Assignment #1 - Automated News Writing
Out: February 13, 2017
Due: March 3, 2017 (5pm)
Overview
The goal of this assignment is to code and write a template that can produce stories automatically that might contribute to ongoing coverage of the issue of fatal shootings by police officers in the US. The code and text you write will take data from the Washington Post Fatal Police Shooting database and output a written story describing an overview, specifics of a single row of data, and any additional context. The story should be compellingly written, be distinct based on the row of data input but also be put in context of the entire dataset, and use conditional logic to alter the story text based on data values. Each row of data should produce a variant of the story (though there will obviously be some commonalities as well).
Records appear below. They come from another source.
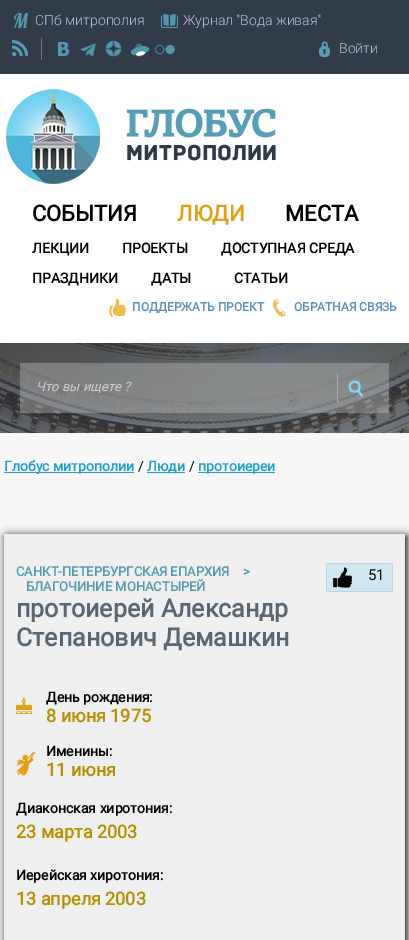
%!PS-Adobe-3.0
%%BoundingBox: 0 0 409 940
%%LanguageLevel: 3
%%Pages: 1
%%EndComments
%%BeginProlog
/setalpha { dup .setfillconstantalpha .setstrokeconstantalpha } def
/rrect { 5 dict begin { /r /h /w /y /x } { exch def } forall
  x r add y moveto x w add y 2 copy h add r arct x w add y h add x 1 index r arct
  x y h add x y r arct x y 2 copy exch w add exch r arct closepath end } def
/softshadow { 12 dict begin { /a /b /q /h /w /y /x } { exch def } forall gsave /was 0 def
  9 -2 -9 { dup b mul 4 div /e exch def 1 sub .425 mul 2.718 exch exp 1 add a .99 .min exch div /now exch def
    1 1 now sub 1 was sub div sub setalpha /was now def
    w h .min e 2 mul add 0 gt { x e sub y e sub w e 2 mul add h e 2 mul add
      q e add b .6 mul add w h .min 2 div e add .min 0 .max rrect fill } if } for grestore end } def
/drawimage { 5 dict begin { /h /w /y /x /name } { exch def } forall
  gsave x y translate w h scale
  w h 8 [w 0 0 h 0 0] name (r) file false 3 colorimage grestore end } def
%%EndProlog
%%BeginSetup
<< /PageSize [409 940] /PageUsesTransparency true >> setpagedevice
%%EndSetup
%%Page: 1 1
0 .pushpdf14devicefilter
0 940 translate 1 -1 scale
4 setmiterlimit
1 setgray
0 0 409 940 rectfill
0.196 0.235 0.282 setrgbcolor
0 0 409 74 rectfill
(images/1.raw) 14 13 14 15 drawimage
(images/2.raw) 161 14 17 14 drawimage
(images/3.raw) 12 40 16 16 drawimage
0.459 0.459 0.502 setrgbcolor
41 38 1 22 rectfill
(images/4.raw) 58 42 12 14 drawimage
(images/5.raw) 80 43 16 14 drawimage
(images/6.raw) 105 40 17 17 drawimage
(images/7.raw) 130 43 20 14 drawimage
(images/8.raw) 155 44 20 11 drawimage
(images/9.raw) 318 41 12 17 drawimage
(images/10.raw) 6 89 270 95 drawimage
(images/11.raw) 109 299 17 18 drawimage
(images/12.raw) 273 299 13 18 drawimage
(images/13.raw) 0 343 409 90 drawimage
0.43 setalpha
0.714 setgray
20 363 369 50 rectfill
1 setalpha
0.667 setgray
337 373 1 30 rectfill
(images/14.raw) 348 380 15 17 drawimage
0.969 setgray
0 433 409 507 rectfill
0.118 0.631 0.808 setrgbcolor
4 472 130 1 rectfill
147 472 38 1 rectfill
198 472 77 1 rectfill
0 setgray
6 536 401 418 0 4.5 1 softshadow
0.937 setgray
4 534 401 406 rectfill
(images/15.raw) 326 563 67 29 drawimage
(images/16.raw) 16 697 16 17 drawimage
(images/17.raw) 16 751 20 25 drawimage
/Roboto-Light [14 0 0 -14 0 0] selectfont
0.702 0.765 0.839 setrgbcolor
35 25 moveto (СПб митрополия) show
183 25 moveto (Журнал "Вода живая") show
339 53 moveto (Войти) show
/Roboto-Bold [22 0 0 -22 0 0] selectfont
0 setgray
32 221 moveto (СОБЫТИЯ) show
0.894 0.624 0.102 setrgbcolor
177 221 moveto (ЛЮДИ) show
0 setgray
285 221 moveto (МЕСТА) show
/Roboto-Bold [14 0 0 -14 0 0] selectfont
32 253 moveto (ЛЕКЦИИ) show
122 253 moveto (ПРОЕКТЫ) show
221 253 moveto (ДОСТУПНАЯ СРЕДА) show
32 283 moveto (ПРАЗДНИКИ) show
151 283 moveto (ДАТЫ) show
234 283 moveto (СТАТЬИ) show
/Roboto-Bold [12 0 0 -12 0 0] selectfont
0.353 0.565 0.733 setrgbcolor
132 311 moveto (ПОДДЕРЖАТЬ ПРОЕКТ) show
294 311 moveto (ОБРАТНАЯ СВЯЗЬ) show
/Roboto-Italic [13 0 0 -13 0 0] selectfont
0.8 setgray
36 391 moveto (Что вы ищете ?) show
/Roboto-Bold [14 0 0 -14 0 0] selectfont
0.118 0.631 0.808 setrgbcolor
4 471 moveto (Глобус митрополии) show
/Roboto-Regular [14 0 0 -14 0 0] selectfont
0 setgray
138 471 moveto (/) show
/Roboto-Bold [14 0 0 -14 0 0] selectfont
0.118 0.631 0.808 setrgbcolor
147 471 moveto (Люди) show
/Roboto-Regular [14 0 0 -14 0 0] selectfont
0 setgray
189 471 moveto (/) show
/Roboto-Bold [14 0 0 -14 0 0] selectfont
0.118 0.631 0.808 setrgbcolor
198 471 moveto (протоиереи) show
/Roboto-Bold [13 0 0 -13 0 0] selectfont
0.333 0.596 0.69 setrgbcolor
16 576 moveto (САНКТ-ПЕТЕРБУРГСКАЯ ЕПАРХИЯ) show
243 576 moveto (>) show
26 591 moveto (БЛАГОЧИНИЕ МОНАСТЫРЕЙ) show
/Roboto-Regular [15 0 0 -15 0 0] selectfont
0 setgray
368 580 moveto (51) show
/Roboto-Bold [25 0 0 -25 0 0] selectfont
0.353 0.404 0.451 setrgbcolor
16 617 moveto (протоиерей Александр) show
16 646 moveto (Степанович Демашкин) show
/Roboto-Bold [14 0 0 -14 0 0] selectfont
0 setgray
46 702 moveto (День рождения:) show
/Roboto-Bold [18 0 0 -18 0 0] selectfont
0.71 0.565 0 setrgbcolor
46 722 moveto (8 июня 1975) show
/Roboto-Bold [14 0 0 -14 0 0] selectfont
0 setgray
46 756 moveto (Именины:) show
/Roboto-Bold [18 0 0 -18 0 0] selectfont
0.71 0.565 0 setrgbcolor
46 776 moveto (11 июня) show
/Roboto-Bold [14 0 0 -14 0 0] selectfont
0 setgray
16 813 moveto (Диаконская хиротония:) show
/Roboto-Bold [18 0 0 -18 0 0] selectfont
0.71 0.565 0 setrgbcolor
16 838 moveto (23 марта 2003) show
/Roboto-Bold [14 0 0 -14 0 0] selectfont
0 setgray
16 880 moveto (Иерейская хиротония:) show
/Roboto-Bold [18 0 0 -18 0 0] selectfont
0.71 0.565 0 setrgbcolor
16 905 moveto (13 апреля 2003) show
.poppdf14devicefilter showpage
%%EOF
Each story should be at least 250 words long.
You'll use the Jinja Template Engine to complete the assignment.
Getting Started
You'll want to spend some time exploring the dataset. What's interesting or insightful about the dataset as a whole? Those facts / insights should be integrated into your story, but also don't forget to include the specifics of the particular row of data that is generating the story. In other words your story should include aspects of an overview of the data, as well as specifics about the row of data.
- Be sure to create at least 2 (and probably more than that) derived or aggregated data columns from the dataset that can enhance your story (e.g. averages, trends, counts etc).
- Be sure to use synonym sets (synsets) to add variability to your writing.
- Be sure to consider other general context that you find through research to introduce and contextualize the issue.
- Be sure to consider the tone and style of your writing.
- Be sure that there is some variability in the stories produced for different rows of data (wouldn't it be boring if all the stories were too similar?)
See the skeleton notebook for helpful code snippets that demonstrate the Jinja template engine as well as how to apply filters and conditional logic to your templates.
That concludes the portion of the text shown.